START DATASET ENTRIES
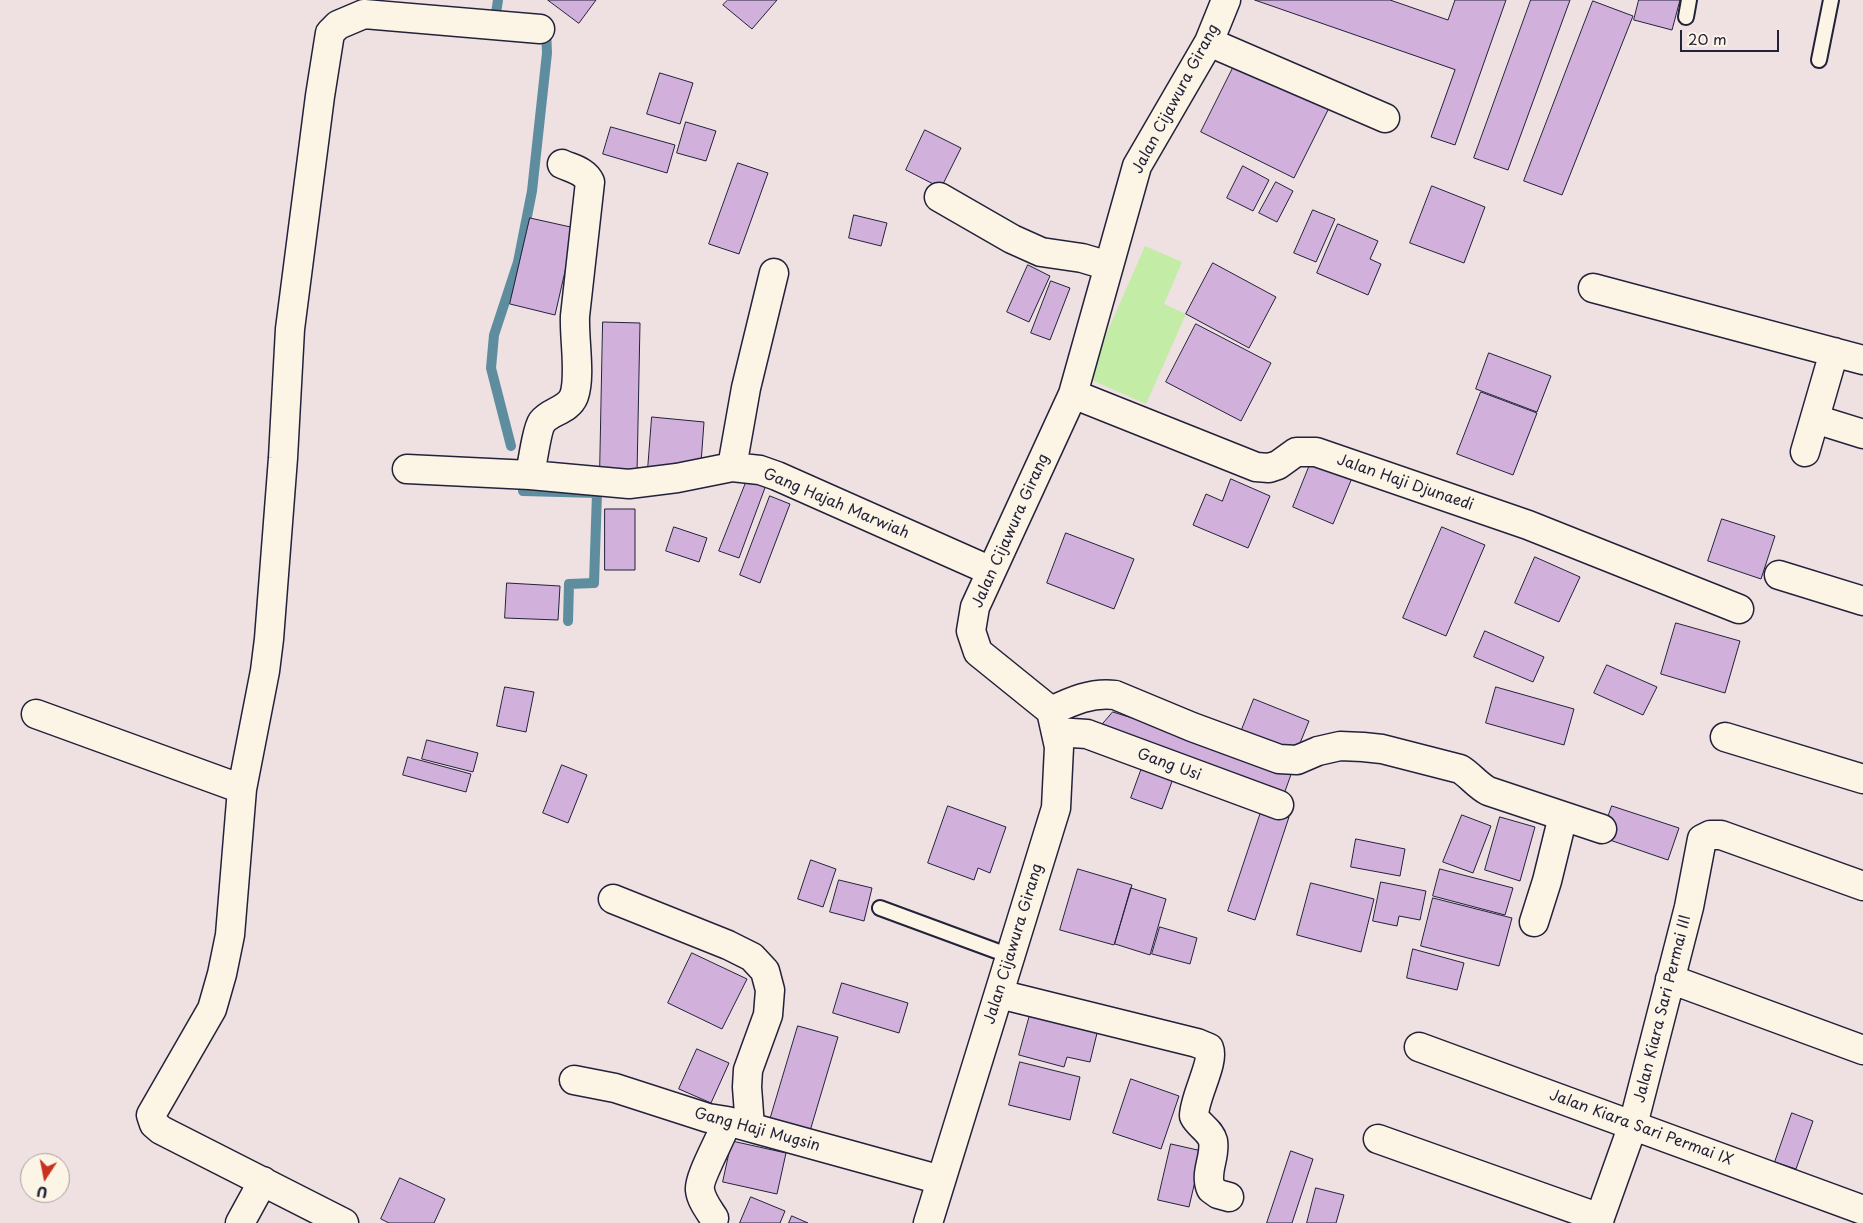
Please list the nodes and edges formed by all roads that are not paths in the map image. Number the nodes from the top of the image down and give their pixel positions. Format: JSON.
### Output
{"nodes":[{"id":1,"x":1226,"y":0,"type":"edge"},
{"id":2,"x":1689,"y":0,"type":"edge"},
{"id":3,"x":1831,"y":0,"type":"edge"},
{"id":4,"x":1686,"y":17,"type":"dead end"},
{"id":5,"x":540,"y":29,"type":"dead end"},
{"id":6,"x":1209,"y":42,"type":"junction"},
{"id":7,"x":1819,"y":60,"type":"dead end"},
{"id":8,"x":1385,"y":118,"type":"dead end"},
{"id":9,"x":562,"y":164,"type":"dead end"},
{"id":10,"x":939,"y":198,"type":"dead end"},
{"id":11,"x":1109,"y":266,"type":"junction"},
{"id":12,"x":774,"y":273,"type":"dead end"},
{"id":13,"x":1593,"y":288,"type":"dead end"},
{"id":14,"x":1834,"y":352,"type":"junction"},
{"id":15,"x":1863,"y":360,"type":"edge"},
{"id":16,"x":1073,"y":394,"type":"junction"},
{"id":17,"x":1815,"y":419,"type":"junction"},
{"id":18,"x":1863,"y":434,"type":"edge"},
{"id":19,"x":1805,"y":452,"type":"dead end"},
{"id":20,"x":732,"y":467,"type":"junction"},
{"id":21,"x":407,"y":469,"type":"dead end"},
{"id":22,"x":530,"y":475,"type":"junction"},
{"id":23,"x":991,"y":571,"type":"junction"},
{"id":24,"x":1779,"y":575,"type":"dead end"},
{"id":25,"x":1863,"y":601,"type":"edge"},
{"id":26,"x":1740,"y":609,"type":"dead end"},
{"id":27,"x":36,"y":714,"type":"dead end"},
{"id":28,"x":1054,"y":722,"type":"junction"},
{"id":29,"x":1725,"y":737,"type":"dead end"},
{"id":30,"x":1863,"y":779,"type":"edge"},
{"id":31,"x":242,"y":789,"type":"junction"},
{"id":32,"x":1279,"y":805,"type":"dead end"},
{"id":33,"x":1563,"y":816,"type":"junction"},
{"id":34,"x":1602,"y":829,"type":"dead end"},
{"id":35,"x":1863,"y":886,"type":"edge"},
{"id":36,"x":613,"y":899,"type":"dead end"},
{"id":37,"x":880,"y":908,"type":"dead end"},
{"id":38,"x":1534,"y":922,"type":"dead end"},
{"id":39,"x":1010,"y":956,"type":"junction"},
{"id":40,"x":1670,"y":979,"type":"junction"},
{"id":41,"x":999,"y":994,"type":"junction"},
{"id":42,"x":1420,"y":1047,"type":"dead end"},
{"id":43,"x":1863,"y":1050,"type":"edge"},
{"id":44,"x":574,"y":1080,"type":"dead end"},
{"id":45,"x":738,"y":1124,"type":"junction"},
{"id":46,"x":1633,"y":1125,"type":"junction"},
{"id":47,"x":1378,"y":1139,"type":"dead end"},
{"id":48,"x":941,"y":1180,"type":"junction"},
{"id":49,"x":263,"y":1181,"type":"junction"},
{"id":50,"x":1229,"y":1197,"type":"dead end"},
{"id":51,"x":1863,"y":1210,"type":"edge"},
{"id":52,"x":714,"y":1218,"type":"dead end"},
{"id":53,"x":1599,"y":1220,"type":"edge"},
{"id":54,"x":240,"y":1223,"type":"edge"},
{"id":55,"x":344,"y":1223,"type":"edge"},
{"id":56,"x":928,"y":1223,"type":"edge"}],
"edges":[{"from":1,"to":6,"type":"street","name":"Jalan Cijawura Girang"},
{"from":2,"to":4,"type":"lane"},
{"from":3,"to":7,"type":"lane"},
{"from":5,"to":31,"type":"street"},
{"from":6,"to":8,"type":"street"},
{"from":6,"to":11,"type":"street","name":"Jalan Cijawura Girang"},
{"from":9,"to":22,"type":"street"},
{"from":10,"to":11,"type":"street"},
{"from":11,"to":16,"type":"street","name":"Jalan Cijawura Girang"},
{"from":12,"to":20,"type":"street"},
{"from":13,"to":14,"type":"street"},
{"from":14,"to":15,"type":"street"},
{"from":14,"to":17,"type":"street"},
{"from":16,"to":23,"type":"street","name":"Jalan Cijawura Girang"},
{"from":16,"to":26,"type":"street","name":"Jalan Haji Djunaedi"},
{"from":17,"to":18,"type":"street"},
{"from":17,"to":19,"type":"street"},
{"from":20,"to":22,"type":"street","name":"Gang Hajah Marwiah"},
{"from":20,"to":23,"type":"street","name":"Gang Hajah Marwiah"},
{"from":21,"to":22,"type":"street","name":"Gang Hajah Marwiah"},
{"from":23,"to":28,"type":"street","name":"Jalan Cijawura Girang"},
{"from":24,"to":25,"type":"street"},
{"from":27,"to":31,"type":"street"},
{"from":28,"to":32,"type":"street","name":"Gang Usi"},
{"from":28,"to":33,"type":"street"},
{"from":28,"to":39,"type":"street","name":"Jalan Cijawura Girang"},
{"from":29,"to":30,"type":"street"},
{"from":31,"to":49,"type":"street"},
{"from":33,"to":34,"type":"street"},
{"from":33,"to":38,"type":"street"},
{"from":35,"to":40,"type":"street","name":"Jalan Kiara Sari Permai III"},
{"from":36,"to":45,"type":"street"},
{"from":37,"to":39,"type":"lane"},
{"from":39,"to":41,"type":"street","name":"Jalan Cijawura Girang"},
{"from":40,"to":43,"type":"street"},
{"from":40,"to":46,"type":"street","name":"Jalan Kiara Sari Permai III"},
{"from":41,"to":48,"type":"street","name":"Jalan Cijawura Girang"},
{"from":41,"to":50,"type":"street"},
{"from":42,"to":46,"type":"street","name":"Jalan Kiara Sari Permai IX"},
{"from":44,"to":45,"type":"street","name":"Gang Haji Mugsin"},
{"from":45,"to":48,"type":"street","name":"Gang Haji Mugsin"},
{"from":45,"to":52,"type":"street"},
{"from":46,"to":51,"type":"street","name":"Jalan Kiara Sari Permai IX"},
{"from":46,"to":53,"type":"street","name":"Jalan Kiara Sari Permai III"},
{"from":47,"to":53,"type":"street"},
{"from":48,"to":56,"type":"street","name":"Jalan Cijawura Girang"},
{"from":49,"to":54,"type":"street"},
{"from":49,"to":55,"type":"street"}]}
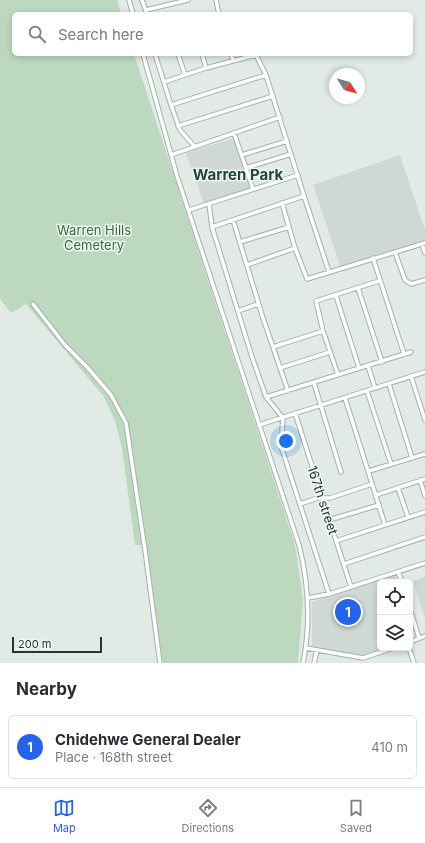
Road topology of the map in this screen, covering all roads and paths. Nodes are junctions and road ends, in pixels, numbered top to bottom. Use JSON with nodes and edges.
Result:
{"nodes":[{"id":1,"x":129,"y":0,"type":"edge"},
{"id":2,"x":142,"y":0,"type":"edge"},
{"id":3,"x":188,"y":0,"type":"edge"},
{"id":4,"x":216,"y":0,"type":"edge"},
{"id":5,"x":132,"y":12,"type":"edge"},
{"id":6,"x":146,"y":12,"type":"edge"},
{"id":7,"x":219,"y":12,"type":"edge"},
{"id":8,"x":144,"y":56,"type":"edge"},
{"id":9,"x":156,"y":56,"type":"edge"},
{"id":10,"x":179,"y":56,"type":"edge"},
{"id":11,"x":203,"y":56,"type":"edge"},
{"id":12,"x":232,"y":56,"type":"edge"},
{"id":13,"x":251,"y":56,"type":"edge"},
{"id":14,"x":256,"y":56,"type":"edge"},
{"id":15,"x":233,"y":60,"type":"junction"},
{"id":16,"x":206,"y":68,"type":"junction"},
{"id":17,"x":185,"y":75,"type":"junction"},
{"id":18,"x":266,"y":75,"type":"junction"},
{"id":19,"x":164,"y":82,"type":"junction"},
{"id":20,"x":273,"y":96,"type":"junction"},
{"id":21,"x":171,"y":105,"type":"junction"},
{"id":22,"x":280,"y":117,"type":"junction"},
{"id":23,"x":178,"y":126,"type":"junction"},
{"id":24,"x":234,"y":133,"type":"junction"},
{"id":25,"x":287,"y":141,"type":"junction"},
{"id":26,"x":195,"y":147,"type":"junction"},
{"id":27,"x":291,"y":154,"type":"junction"},
{"id":28,"x":171,"y":155,"type":"junction"},
{"id":29,"x":242,"y":155,"type":"junction"},
{"id":30,"x":246,"y":168,"type":"junction"},
{"id":31,"x":298,"y":175,"type":"junction"},
{"id":32,"x":253,"y":189,"type":"junction"},
{"id":33,"x":304,"y":196,"type":"junction"},
{"id":34,"x":282,"y":203,"type":"junction"},
{"id":35,"x":209,"y":204,"type":"junction"},
{"id":36,"x":189,"y":210,"type":"junction"},
{"id":37,"x":233,"y":220,"type":"junction"},
{"id":38,"x":212,"y":227,"type":"junction"},
{"id":39,"x":289,"y":227,"type":"junction"},
{"id":40,"x":240,"y":242,"type":"junction"},
{"id":41,"x":423,"y":244,"type":"edge"},
{"id":42,"x":295,"y":248,"type":"junction"},
{"id":43,"x":395,"y":252,"type":"junction"},
{"id":44,"x":425,"y":253,"type":"edge"},
{"id":45,"x":373,"y":258,"type":"junction"},
{"id":46,"x":247,"y":265,"type":"junction"},
{"id":47,"x":329,"y":272,"type":"junction"},
{"id":48,"x":425,"y":280,"type":"edge"},
{"id":49,"x":379,"y":281,"type":"junction"},
{"id":50,"x":358,"y":288,"type":"junction"},
{"id":51,"x":336,"y":296,"type":"junction"},
{"id":52,"x":32,"y":304,"type":"dead end"},
{"id":53,"x":258,"y":304,"type":"junction"},
{"id":54,"x":238,"y":311,"type":"junction"},
{"id":55,"x":323,"y":331,"type":"junction"},
{"id":56,"x":273,"y":347,"type":"junction"},
{"id":57,"x":330,"y":352,"type":"junction"},
{"id":58,"x":411,"y":352,"type":"dead end"},
{"id":59,"x":404,"y":354,"type":"junction"},
{"id":60,"x":382,"y":362,"type":"junction"},
{"id":61,"x":368,"y":366,"type":"junction"},
{"id":62,"x":280,"y":368,"type":"junction"},
{"id":63,"x":359,"y":368,"type":"junction"},
{"id":64,"x":425,"y":372,"type":"edge"},
{"id":65,"x":338,"y":375,"type":"junction"},
{"id":66,"x":411,"y":376,"type":"junction"},
{"id":67,"x":314,"y":383,"type":"junction"},
{"id":68,"x":388,"y":384,"type":"junction"},
{"id":69,"x":375,"y":388,"type":"junction"},
{"id":70,"x":288,"y":391,"type":"junction"},
{"id":71,"x":367,"y":391,"type":"junction"},
{"id":72,"x":266,"y":397,"type":"junction"},
{"id":73,"x":345,"y":398,"type":"junction"},
{"id":74,"x":320,"y":405,"type":"junction"},
{"id":75,"x":295,"y":413,"type":"junction"},
{"id":76,"x":283,"y":418,"type":"junction"},
{"id":77,"x":425,"y":420,"type":"edge"},
{"id":78,"x":259,"y":425,"type":"junction"},
{"id":79,"x":425,"y":454,"type":"edge"},
{"id":80,"x":412,"y":458,"type":"junction"},
{"id":81,"x":391,"y":464,"type":"junction"},
{"id":82,"x":369,"y":471,"type":"junction"},
{"id":83,"x":341,"y":472,"type":"dead end"},
{"id":84,"x":425,"y":478,"type":"edge"},
{"id":85,"x":420,"y":480,"type":"junction"},
{"id":86,"x":372,"y":484,"type":"junction"},
{"id":87,"x":398,"y":488,"type":"junction"},
{"id":88,"x":376,"y":495,"type":"junction"},
{"id":89,"x":425,"y":496,"type":"edge"},
{"id":90,"x":322,"y":498,"type":"junction"},
{"id":91,"x":300,"y":504,"type":"junction"},
{"id":92,"x":379,"y":505,"type":"junction"},
{"id":93,"x":425,"y":512,"type":"edge"},
{"id":94,"x":408,"y":517,"type":"junction"},
{"id":95,"x":329,"y":520,"type":"junction"},
{"id":96,"x":385,"y":525,"type":"junction"},
{"id":97,"x":425,"y":537,"type":"edge"},
{"id":98,"x":336,"y":541,"type":"junction"},
{"id":99,"x":425,"y":563,"type":"edge"},
{"id":100,"x":344,"y":564,"type":"junction"},
{"id":101,"x":398,"y":572,"type":"junction"},
{"id":102,"x":401,"y":579,"type":"edge"},
{"id":103,"x":351,"y":587,"type":"junction"},
{"id":104,"x":329,"y":594,"type":"junction"},
{"id":105,"x":308,"y":598,"type":"junction"},
{"id":106,"x":412,"y":615,"type":"edge"},
{"id":107,"x":425,"y":636,"type":"edge"},
{"id":108,"x":419,"y":638,"type":"junction"},
{"id":109,"x":413,"y":641,"type":"edge"},
{"id":110,"x":306,"y":648,"type":"junction"},
{"id":111,"x":317,"y":650,"type":"junction"},
{"id":112,"x":384,"y":651,"type":"edge"},
{"id":113,"x":410,"y":651,"type":"edge"},
{"id":114,"x":160,"y":663,"type":"edge"},
{"id":115,"x":303,"y":663,"type":"edge"},
{"id":116,"x":314,"y":663,"type":"edge"},
{"id":117,"x":414,"y":663,"type":"edge"}],
"edges":[{"from":1,"to":5,"type":"street"},
{"from":2,"to":6,"type":"street"},
{"from":3,"to":6,"type":"street"},
{"from":4,"to":7,"type":"street"},
{"from":8,"to":28,"type":"street"},
{"from":9,"to":19,"type":"street"},
{"from":10,"to":17,"type":"street"},
{"from":11,"to":16,"type":"street"},
{"from":12,"to":15,"type":"street"},
{"from":13,"to":15,"type":"street"},
{"from":14,"to":18,"type":"street"},
{"from":15,"to":16,"type":"street"},
{"from":16,"to":17,"type":"street"},
{"from":17,"to":19,"type":"street"},
{"from":18,"to":20,"type":"street"},
{"from":18,"to":21,"type":"street"},
{"from":19,"to":21,"type":"street"},
{"from":20,"to":22,"type":"street"},
{"from":20,"to":23,"type":"street"},
{"from":21,"to":23,"type":"street"},
{"from":22,"to":24,"type":"street"},
{"from":22,"to":25,"type":"street"},
{"from":23,"to":26,"type":"street"},
{"from":24,"to":26,"type":"street"},
{"from":24,"to":29,"type":"street"},
{"from":25,"to":27,"type":"street"},
{"from":25,"to":29,"type":"street"},
{"from":26,"to":28,"type":"street"},
{"from":27,"to":30,"type":"street"},
{"from":27,"to":31,"type":"street"},
{"from":28,"to":36,"type":"street"},
{"from":29,"to":30,"type":"street"},
{"from":30,"to":32,"type":"street"},
{"from":31,"to":32,"type":"street"},
{"from":31,"to":33,"type":"street"},
{"from":32,"to":35,"type":"street"},
{"from":33,"to":34,"type":"street"},
{"from":33,"to":47,"type":"street"},
{"from":34,"to":37,"type":"street"},
{"from":34,"to":39,"type":"street"},
{"from":35,"to":36,"type":"street"},
{"from":35,"to":38,"type":"street"},
{"from":36,"to":78,"type":"street"},
{"from":37,"to":38,"type":"street"},
{"from":37,"to":40,"type":"street"},
{"from":38,"to":54,"type":"street"},
{"from":39,"to":40,"type":"street"},
{"from":39,"to":42,"type":"street"},
{"from":40,"to":46,"type":"street"},
{"from":41,"to":43,"type":"street"},
{"from":41,"to":44,"type":"street"},
{"from":42,"to":46,"type":"street"},
{"from":42,"to":47,"type":"street"},
{"from":43,"to":45,"type":"street"},
{"from":43,"to":48,"type":"street"},
{"from":45,"to":47,"type":"street"},
{"from":45,"to":49,"type":"street"},
{"from":46,"to":53,"type":"street"},
{"from":49,"to":50,"type":"street"},
{"from":49,"to":59,"type":"street"},
{"from":50,"to":51,"type":"street"},
{"from":50,"to":60,"type":"street"},
{"from":51,"to":55,"type":"street"},
{"from":51,"to":63,"type":"street"},
{"from":52,"to":114,"type":"street"},
{"from":53,"to":54,"type":"street"},
{"from":53,"to":56,"type":"street"},
{"from":54,"to":72,"type":"street"},
{"from":55,"to":56,"type":"street"},
{"from":55,"to":57,"type":"street"},
{"from":56,"to":62,"type":"street"},
{"from":57,"to":62,"type":"street"},
{"from":57,"to":65,"type":"street"},
{"from":58,"to":59,"type":"street"},
{"from":59,"to":60,"type":"street"},
{"from":60,"to":61,"type":"street"},
{"from":61,"to":63,"type":"street"},
{"from":61,"to":69,"type":"street"},
{"from":62,"to":70,"type":"street"},
{"from":63,"to":65,"type":"street"},
{"from":64,"to":66,"type":"street"},
{"from":65,"to":67,"type":"street"},
{"from":66,"to":68,"type":"street"},
{"from":66,"to":77,"type":"street"},
{"from":67,"to":70,"type":"street"},
{"from":67,"to":74,"type":"street"},
{"from":68,"to":69,"type":"street"},
{"from":68,"to":80,"type":"street"},
{"from":69,"to":71,"type":"street"},
{"from":70,"to":72,"type":"street"},
{"from":71,"to":73,"type":"street"},
{"from":71,"to":81,"type":"street"},
{"from":72,"to":76,"type":"street"},
{"from":73,"to":74,"type":"street"},
{"from":73,"to":82,"type":"street"},
{"from":74,"to":75,"type":"street"},
{"from":74,"to":83,"type":"street"},
{"from":75,"to":76,"type":"street"},
{"from":75,"to":90,"type":"street","name":"167th street"},
{"from":76,"to":78,"type":"street"},
{"from":76,"to":91,"type":"street"},
{"from":78,"to":105,"type":"street"},
{"from":79,"to":80,"type":"street"},
{"from":80,"to":81,"type":"street"},
{"from":81,"to":82,"type":"street"},
{"from":82,"to":86,"type":"street"},
{"from":84,"to":85,"type":"street"},
{"from":85,"to":87,"type":"street"},
{"from":85,"to":89,"type":"street"},
{"from":86,"to":88,"type":"street"},
{"from":86,"to":90,"type":"street"},
{"from":87,"to":88,"type":"street"},
{"from":87,"to":94,"type":"street"},
{"from":88,"to":92,"type":"street"},
{"from":90,"to":91,"type":"street"},
{"from":90,"to":95,"type":"street","name":"167th street"},
{"from":91,"to":104,"type":"street"},
{"from":92,"to":95,"type":"street"},
{"from":92,"to":96,"type":"street"},
{"from":93,"to":94,"type":"street"},
{"from":94,"to":96,"type":"street"},
{"from":95,"to":98,"type":"street","name":"167th street"},
{"from":96,"to":98,"type":"street"},
{"from":97,"to":100,"type":"street"},
{"from":98,"to":100,"type":"street","name":"167th street"},
{"from":99,"to":101,"type":"street"},
{"from":100,"to":103,"type":"street","name":"167th street"},
{"from":101,"to":102,"type":"street"},
{"from":101,"to":103,"type":"street"},
{"from":103,"to":104,"type":"street"},
{"from":104,"to":105,"type":"street"},
{"from":105,"to":110,"type":"street"},
{"from":106,"to":108,"type":"street"},
{"from":107,"to":108,"type":"street"},
{"from":108,"to":109,"type":"street"},
{"from":110,"to":111,"type":"street"},
{"from":110,"to":115,"type":"street"},
{"from":111,"to":112,"type":"street"},
{"from":111,"to":116,"type":"street"},
{"from":113,"to":117,"type":"street"}]}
END DATASET ENTRIES
| WHAT IS NEEDED |
Read through the material above, and whenever a line contains "Hajah", copy it.

| RESPONSE AREA |
{"from":20,"to":22,"type":"street","name":"Gang Hajah Marwiah"},
{"from":20,"to":23,"type":"street","name":"Gang Hajah Marwiah"},
{"from":21,"to":22,"type":"street","name":"Gang Hajah Marwiah"},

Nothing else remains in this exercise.